関東管領職、越後の龍(4/4)PDFで表示縦書き表示RDF


関東管領職、越後の龍
作:麗蘭



終、川中島の霧明け


その戦いは、両軍とも多数の死傷者を出した。
川中島の龍と虎は、結局勝敗のつかぬまま、四度目の川中島戦の幕を閉じた。

その後の越後龍は、というと……



「景虎様〜!!何処においでですか〜〜!!!」
あれはいつぞやの侍女の片方では……?
またか。あの者はよくわたしの眠りを邪魔するな。
……何か、あれに恨まれるような事をしただろうか……?
「お館様〜!景虎様〜〜!!」
侍女は未だ景虎を探しているようだ。
………寝れん。
「……何事だ?あと、渡りでどたばたと騒ぐな」
仕方なく渡りに出ると、侍女は、はっとして振り返る。
「あら、申し訳ありません」
「して、何用だ?」
景虎はいかにも眠そうに目を細めた。
「あ、そうそう。先程侍女頭の部屋に、これが飛んできまして…。とうの侍女頭は突然矢が射られたことで、只今失神中で……」
侍女は懐から一本の矢文を取り出した。
景虎は静かにそれを受け取り、熟読した。



――先日の合戦かっせん、見事であった。よくぞ一人で敵陣に飛び込んだ。次の合戦を、楽しみにしておるぞ。



名前は無い。しかし、景虎には差出人がわかった。

「ふん……。わたしもだ、虎よ――…」



ちなみに、その後龍と虎の争いが、両者の亡くなるまで続いたというのは、また別のお話。

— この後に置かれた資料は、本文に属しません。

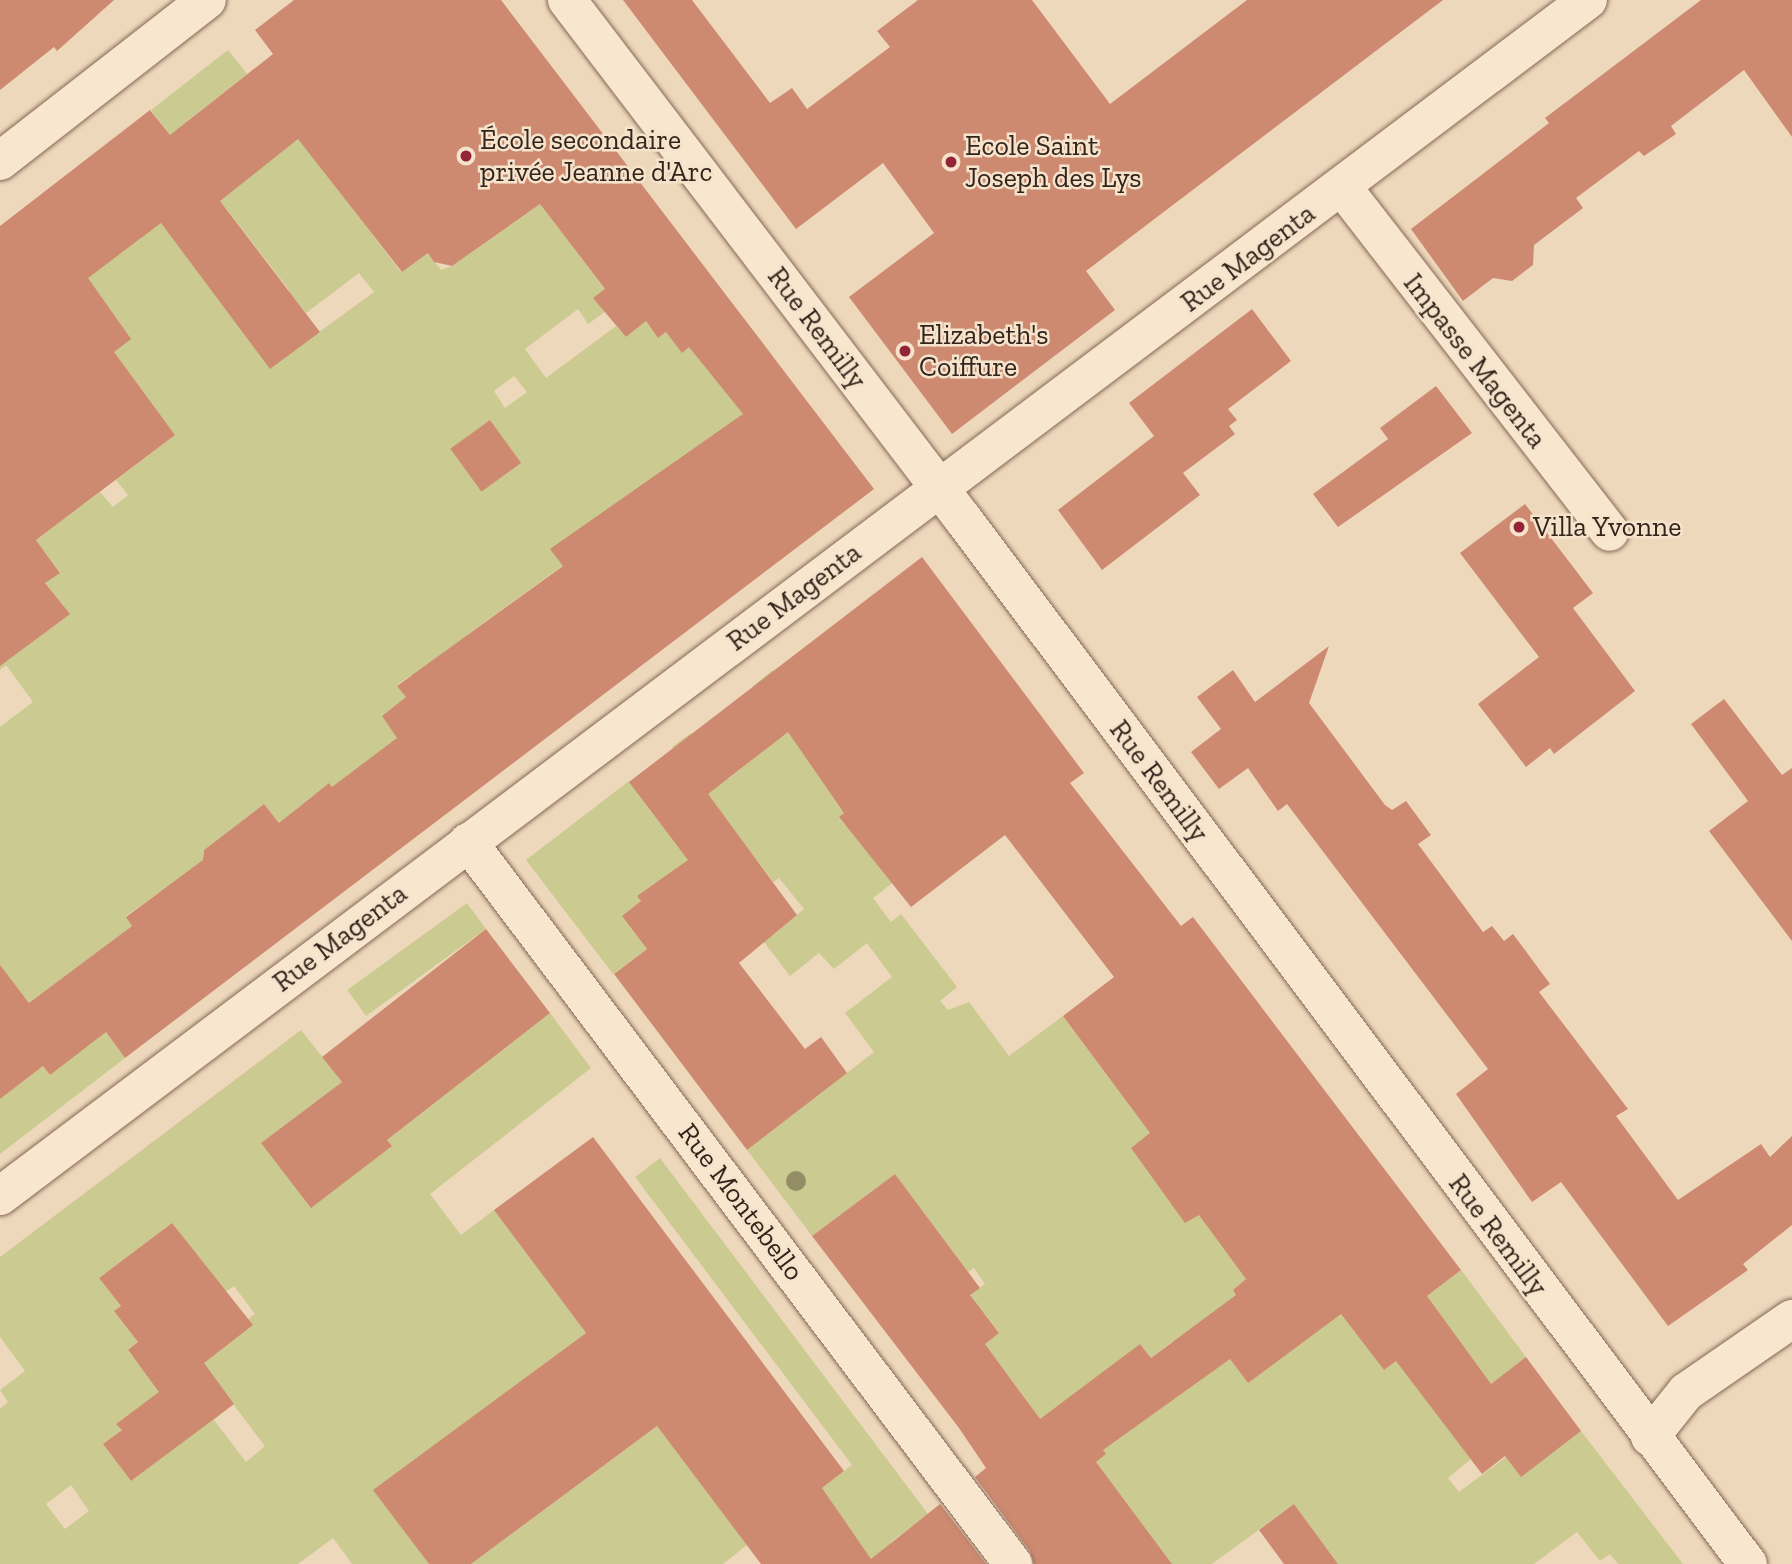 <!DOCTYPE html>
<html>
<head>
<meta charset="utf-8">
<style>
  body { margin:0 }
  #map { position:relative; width:1792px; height:1564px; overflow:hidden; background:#eed8bc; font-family:"Zilla Slab",serif }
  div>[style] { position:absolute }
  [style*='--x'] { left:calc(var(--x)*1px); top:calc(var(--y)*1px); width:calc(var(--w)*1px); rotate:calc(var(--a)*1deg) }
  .green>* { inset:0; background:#cbca90; transform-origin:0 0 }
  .building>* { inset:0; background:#cd8a71; transform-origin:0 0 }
  .roads { filter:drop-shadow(0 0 2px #856856) drop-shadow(0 0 2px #856856) }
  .street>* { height:38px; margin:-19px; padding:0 19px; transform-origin:19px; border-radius:19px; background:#f9e6cf }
  .secondary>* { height:38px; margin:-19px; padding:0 19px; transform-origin:19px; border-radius:19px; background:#f9e6cf }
  .trees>* { width:20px; height:20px; margin:-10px; border-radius:50%; background:#948e67 }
  .dots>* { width:19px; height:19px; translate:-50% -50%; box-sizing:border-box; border:4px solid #f5e3cb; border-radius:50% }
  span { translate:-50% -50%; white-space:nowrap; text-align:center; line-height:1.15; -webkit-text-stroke:5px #f5e3cb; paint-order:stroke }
  .poi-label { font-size:28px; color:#34231b }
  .left { translate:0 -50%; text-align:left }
  .street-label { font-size:28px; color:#34231b }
</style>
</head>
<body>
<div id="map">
  <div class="green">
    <i style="clip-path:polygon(evenodd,228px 50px,247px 74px,186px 122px,302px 92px,333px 183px,401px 272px,428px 253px,441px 270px,452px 266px,540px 204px,616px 304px,588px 324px,578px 309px,525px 349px,546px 378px,616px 326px,626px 337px,646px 321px,658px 338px,666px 332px,682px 352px,738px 311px,773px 356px,725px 391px,743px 414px,616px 527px,467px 635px,438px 712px,411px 675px,397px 685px,406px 697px,382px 716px,397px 738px,336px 791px,329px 783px,296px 809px,285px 830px,264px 804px,204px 850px,203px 856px,228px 889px,168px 886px,126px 916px,132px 926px,65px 977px,125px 1058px,0 1154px,0 1099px,43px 1066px,50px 1075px,71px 1058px,24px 996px,0 1014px,0 727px,33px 702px,6px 665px,0 670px,0 640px,70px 614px,45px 583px,60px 572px,36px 540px,100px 492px,113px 507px,128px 495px,116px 480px,175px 435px,59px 279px,117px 256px,140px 239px,151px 209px,270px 368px,374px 292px,359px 273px,306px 313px,294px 298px,264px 321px,200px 175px,151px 110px,228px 50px,214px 193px,289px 290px,278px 299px,214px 193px,228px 50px,514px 376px,527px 392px,505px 408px,494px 391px,514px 376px,228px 50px,490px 420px,521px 463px,482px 491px,451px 449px,490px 420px)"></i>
    <i style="clip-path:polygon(evenodd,773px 670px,835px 752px,844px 813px,839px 818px,845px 825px,864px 811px,909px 870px,873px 898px,891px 922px,901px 914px,957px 987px,940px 1001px,948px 1010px,969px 1002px,1009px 1056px,1063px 1016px,1150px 1133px,1150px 1174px,1234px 971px,1282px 1035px,1246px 1279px,1233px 1290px,1247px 1308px,1213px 1336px,1248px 1383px,1324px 1292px,1384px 1370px,1446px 1324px,1427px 1296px,1461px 1270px,1526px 1357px,1443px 1422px,1471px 1459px,1448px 1478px,1459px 1492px,1506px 1457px,1521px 1476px,1581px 1431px,1683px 1564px,1618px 1564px,1610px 1554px,1600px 1561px,1577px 1532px,1534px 1564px,1338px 1564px,1294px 1504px,1212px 1564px,1172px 1564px,1112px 1484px,1070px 1481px,1106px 1454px,1066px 1400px,1018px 1435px,1006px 1418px,1027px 1401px,985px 1344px,999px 1332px,984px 1313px,978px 1316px,971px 1304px,971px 1294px,985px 1284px,974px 1268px,968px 1272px,895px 1174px,812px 1236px,747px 1150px,874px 1052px,845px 1013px,892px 977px,867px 943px,834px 969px,819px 953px,790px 976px,760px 937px,773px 935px,804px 909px,779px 878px,773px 882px,752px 854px,662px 879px,637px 896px,641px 901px,622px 916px,647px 949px,613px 974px,526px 860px,629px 781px,660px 823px,704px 790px,672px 747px,691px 733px,728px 779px,787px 732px,753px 686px,773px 670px,1173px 1341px,1186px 1357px,1215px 1368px,1156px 1412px,1135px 1384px,1126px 1355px,1140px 1344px,1151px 1358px,1173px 1341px)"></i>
    <i style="left:467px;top:903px;width:32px;height:148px;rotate:54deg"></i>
    <i style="clip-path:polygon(evenodd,550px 1013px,591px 1068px,430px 1194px,461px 1235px,494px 1210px,586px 1333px,374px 1490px,429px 1564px,352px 1564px,333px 1538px,298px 1564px,0 1564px,0 1409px,8px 1402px,0 1390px,25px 1371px,0 1337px,0 1257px,301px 1030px,342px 1082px,261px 1143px,392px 1146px,387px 1140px,550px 1013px,172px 1223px,224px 1293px,234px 1286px,255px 1314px,248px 1319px,253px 1325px,193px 1371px,147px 1375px,128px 1351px,138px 1342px,114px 1311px,121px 1306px,99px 1278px,172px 1223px,550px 1013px,233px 1404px,265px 1446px,246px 1462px,214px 1420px,233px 1404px,550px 1013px,139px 1407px,172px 1450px,131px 1481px,103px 1444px,122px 1430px,117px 1423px,139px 1407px,550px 1013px,71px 1485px,89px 1511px,65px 1529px,46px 1504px,71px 1485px)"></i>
    <i style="clip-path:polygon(660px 1158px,928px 1514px,891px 1542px,892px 1555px,874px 1564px,827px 1505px,831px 1501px,822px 1488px,852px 1465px,635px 1177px)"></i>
    <i style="clip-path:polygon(657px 1426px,747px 1545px,723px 1564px,471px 1564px)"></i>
  </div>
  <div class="building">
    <i style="clip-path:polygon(0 0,114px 0,57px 51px,54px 47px,0 90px)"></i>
    <i style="clip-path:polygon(294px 0,501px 0,874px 489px,125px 1058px,106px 1032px,50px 1075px,43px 1066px,0 1099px,0 965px,29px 1003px,132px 926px,126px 917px,203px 860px,204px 850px,264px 804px,279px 823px,329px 783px,332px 787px,397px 738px,382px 716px,406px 697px,397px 686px,563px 566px,550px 549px,743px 414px,689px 347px,682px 353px,666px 332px,658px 338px,646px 321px,626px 337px,593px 298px,605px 289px,540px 204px,452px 266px,434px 262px,428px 253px,402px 272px,298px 139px,220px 201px,320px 332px,270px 369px,161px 223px,88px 278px,131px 339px,114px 352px,175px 435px,36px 540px,60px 573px,45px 583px,70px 614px,0 666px,0 226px,150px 110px,170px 135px,273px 54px,255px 30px)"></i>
    <i style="clip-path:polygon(623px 0,692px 0,770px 103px,792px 88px,807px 109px,890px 47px,877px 31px,918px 0,1032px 0,1110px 104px,1247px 0,1443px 0,1086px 271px,1115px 310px,952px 434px,849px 297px,934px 233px,883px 163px,796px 229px)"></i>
    <i style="clip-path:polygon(1701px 0,1792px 0,1792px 137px,1744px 70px,1671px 126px,1676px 134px,1644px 156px,1639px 151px,1576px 198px,1583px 208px,1534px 245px,1533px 265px,1512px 281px,1493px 278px,1463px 301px,1411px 229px,1549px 123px,1545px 118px)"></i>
    <i style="clip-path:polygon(1252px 309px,1291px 361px,1228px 409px,1237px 420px,1229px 426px,1235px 434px,1183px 473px,1200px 495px,1102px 570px,1058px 510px,1154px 436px,1129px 403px)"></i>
    <i style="clip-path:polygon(1436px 386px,1472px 433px,1338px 527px,1313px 494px,1388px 439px,1380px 428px)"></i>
    <i style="left:490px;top:420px;width:53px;height:49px;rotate:54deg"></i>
    <i style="clip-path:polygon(1525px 504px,1593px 593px,1573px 608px,1635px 691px,1554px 754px,1550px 748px,1526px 767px,1478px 704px,1539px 657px,1460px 553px)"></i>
    <i style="clip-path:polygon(922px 557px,1084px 773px,1070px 783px,1181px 926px,1193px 917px,1461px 1270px,1427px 1296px,1491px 1384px,1526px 1357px,1581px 1431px,1521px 1477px,1505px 1456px,1482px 1474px,1396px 1361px,1384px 1370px,1341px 1314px,1248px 1383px,1230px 1359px,1103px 1450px,1106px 1454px,1096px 1462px,1172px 1564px,1034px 1564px,1030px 1551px,975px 1477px,986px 1468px,959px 1428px,812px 1236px,895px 1174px,980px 1288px,970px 1295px,999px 1333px,985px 1344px,1040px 1419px,1140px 1344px,1151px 1358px,1236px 1295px,1233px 1290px,1246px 1279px,1199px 1215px,1185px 1223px,1131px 1148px,1150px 1133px,1063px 1016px,1114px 977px,1005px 835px,911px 907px,839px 817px,844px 813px,788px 732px,708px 794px,797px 915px,739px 963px,805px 1049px,821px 1037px,847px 1073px,747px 1150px,614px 974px,647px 949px,622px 916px,641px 901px,637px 896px,688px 860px,629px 782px)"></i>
    <i style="clip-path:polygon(1329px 646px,1309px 703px,1385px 805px,1392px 810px,1406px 801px,1431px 835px,1418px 844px,1483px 932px,1492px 926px,1504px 941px,1513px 934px,1550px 984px,1539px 992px,1628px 1109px,1616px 1116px,1678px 1200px,1761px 1144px,1770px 1157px,1792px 1136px,1792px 1225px,1743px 1264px,1748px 1270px,1668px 1326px,1561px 1182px,1532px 1202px,1456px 1094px,1488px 1069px,1287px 804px,1278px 811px,1248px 768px,1219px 789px,1191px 752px,1221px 729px,1197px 697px,1233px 670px,1255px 702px)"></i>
    <i style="clip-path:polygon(1724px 699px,1782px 775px,1792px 768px,1792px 941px,1709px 831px,1748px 801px,1691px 724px)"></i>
    <i style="clip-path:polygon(486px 929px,550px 1013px,387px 1140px,392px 1146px,311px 1208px,261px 1143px,342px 1082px,322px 1057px)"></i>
    <i style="clip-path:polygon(593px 1137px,844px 1471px,822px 1488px,871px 1559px,940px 1504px,986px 1564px,761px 1564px,657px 1426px,471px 1564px,429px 1564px,373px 1490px,586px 1333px,494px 1210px)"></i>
    <i style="clip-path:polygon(172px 1223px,253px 1325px,204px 1363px,234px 1404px,131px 1481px,103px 1444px,122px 1430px,116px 1424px,159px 1392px,128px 1350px,138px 1342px,114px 1311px,121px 1306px,99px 1278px)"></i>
    <i style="clip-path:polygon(1294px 1504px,1338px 1564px,1284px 1564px,1259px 1530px)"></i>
  </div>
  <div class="roads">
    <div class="street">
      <i style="--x:1343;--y:188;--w:435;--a:52.2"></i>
      <i style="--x:468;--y:842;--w:905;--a:52.95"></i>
      <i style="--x:0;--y:1196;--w:1988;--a:-36.99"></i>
      <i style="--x:1650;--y:1437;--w:58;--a:-51.3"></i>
      <i style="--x:1686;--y:1392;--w:129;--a:-34.6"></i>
    </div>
    <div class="secondary">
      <i style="--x:567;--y:0;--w:653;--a:52.66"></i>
      <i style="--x:963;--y:519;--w:1307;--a:53.09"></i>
      <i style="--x:0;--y:161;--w:262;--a:-37.9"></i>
    </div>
  </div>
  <div class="trees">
    <i style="left:796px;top:1181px"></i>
  </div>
  <div class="dots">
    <i style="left:466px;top:156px;background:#942536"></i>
    <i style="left:951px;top:162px;background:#942536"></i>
    <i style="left:905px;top:351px;background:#942536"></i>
    <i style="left:1519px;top:527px;background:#942536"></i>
  </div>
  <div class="poi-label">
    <span class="left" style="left:480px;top:156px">École secondaire<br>privée Jeanne d'Arc</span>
    <span class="left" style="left:965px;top:162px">Ecole Saint<br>Joseph des Lys</span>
    <span class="left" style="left:919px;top:351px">Elizabeth's<br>Coiffure</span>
    <span class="left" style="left:1533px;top:527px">Villa Yvonne</span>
  </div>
  <div class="street-label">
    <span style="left:1248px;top:258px;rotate:-37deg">Rue Magenta</span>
    <span style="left:817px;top:328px;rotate:53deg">Rue Remilly</span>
    <span style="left:1475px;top:361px;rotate:52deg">Impasse Magenta</span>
    <span style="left:794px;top:597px;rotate:-37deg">Rue Magenta</span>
    <span style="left:1159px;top:781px;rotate:53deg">Rue Remilly</span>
    <span style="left:340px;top:938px;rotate:-37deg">Rue Magenta</span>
    <span style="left:741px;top:1202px;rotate:53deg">Rue Montebello</span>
    <span style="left:1498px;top:1235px;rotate:53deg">Rue Remilly</span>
  </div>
</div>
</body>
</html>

もしかしたら、今もなお、川中島の何処かで、合戦は続いているのやもしれないが、それを知る者は、誰一人として残ってはいない。



そんな、戦乱の最中の物語――…



短い連載でありましたが、最後まで読んで頂き、有り難う御座います。……序章、関係ありませんでしたね…。